Due diligence behaviour 'standard' proposed for CFOs

accountants/chairman/dealer-groups/fund-managers/corporations-act/

7 July 2009
| By Liam Egan |

The Accounting Professional and Ethical Standards Board (APESB) is to produce a ‘standard’ for accountants, including chief financial officers employed by dealer groups and fund managers, involved in due diligence committees.

The standard will be aimed at helping accountants employed by companies to avoid transgressing the public interest, as defined in the Corporations Act, while serving on due diligence committees during a takeover or merger.

Accountants have an obligation to act in the public interest in terms of the Act, and not just those of the client, while a member of a due diligence committee, according to APESB chairman Kate Spargo.

“Their role demands a level of independence which might be compromised by signing off on public documents of a due diligence committee, for example, and the standard will look at maintaining the necessary independence.

“It’s about getting a standard on what accountants should or shouldn’t do when they are sitting on those committees and are asked to sign off on public documents related to these matters.”
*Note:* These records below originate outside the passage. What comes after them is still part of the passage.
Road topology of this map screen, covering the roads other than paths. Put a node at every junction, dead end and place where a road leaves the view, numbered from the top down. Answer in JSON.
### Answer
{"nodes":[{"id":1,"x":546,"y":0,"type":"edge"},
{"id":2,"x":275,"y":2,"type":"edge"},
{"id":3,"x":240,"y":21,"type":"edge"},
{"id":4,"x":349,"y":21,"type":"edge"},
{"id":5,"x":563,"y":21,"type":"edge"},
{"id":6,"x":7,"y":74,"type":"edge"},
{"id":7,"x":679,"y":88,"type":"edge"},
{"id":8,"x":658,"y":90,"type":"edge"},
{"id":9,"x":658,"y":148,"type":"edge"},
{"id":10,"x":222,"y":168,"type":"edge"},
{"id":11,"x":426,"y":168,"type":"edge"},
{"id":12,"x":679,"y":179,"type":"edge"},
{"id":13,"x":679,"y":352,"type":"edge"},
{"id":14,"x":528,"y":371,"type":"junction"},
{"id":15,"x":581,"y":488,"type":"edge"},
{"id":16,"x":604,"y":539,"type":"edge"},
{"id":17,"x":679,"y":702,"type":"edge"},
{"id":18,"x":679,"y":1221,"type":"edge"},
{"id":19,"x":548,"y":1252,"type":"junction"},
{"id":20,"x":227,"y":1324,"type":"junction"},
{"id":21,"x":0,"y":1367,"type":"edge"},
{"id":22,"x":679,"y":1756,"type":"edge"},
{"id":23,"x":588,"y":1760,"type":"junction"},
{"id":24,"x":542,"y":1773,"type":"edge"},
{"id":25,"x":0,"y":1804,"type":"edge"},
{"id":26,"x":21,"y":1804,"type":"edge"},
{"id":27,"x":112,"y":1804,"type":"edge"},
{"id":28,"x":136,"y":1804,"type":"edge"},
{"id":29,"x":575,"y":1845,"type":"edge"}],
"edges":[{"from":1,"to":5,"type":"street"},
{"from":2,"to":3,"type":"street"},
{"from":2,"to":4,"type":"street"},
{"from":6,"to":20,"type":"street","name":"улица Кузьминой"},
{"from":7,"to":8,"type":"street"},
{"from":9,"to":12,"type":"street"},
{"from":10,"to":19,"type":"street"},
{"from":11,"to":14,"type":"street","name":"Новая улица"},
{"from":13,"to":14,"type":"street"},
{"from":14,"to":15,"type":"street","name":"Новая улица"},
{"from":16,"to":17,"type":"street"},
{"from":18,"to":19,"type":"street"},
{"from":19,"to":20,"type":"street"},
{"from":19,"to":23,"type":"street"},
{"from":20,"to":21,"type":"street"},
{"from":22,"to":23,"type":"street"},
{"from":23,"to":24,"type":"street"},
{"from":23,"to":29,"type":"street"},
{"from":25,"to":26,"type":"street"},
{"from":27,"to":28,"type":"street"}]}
Spargo said the proposed standard for the “vast number of accountants” employed by businesses follows the release last month of a draft of a similar standard aimed at accountants in private practice.

“Often accountants in private practice are on committees that consider the sale or acquisition of assets, and these accountants believed they needed a standard on which these issues were required to be disclosed.

“There are some differences required for a standard for accountants employed in business in that some, such as CFOs, are part of management, and are required to do signoffs in that capacity.”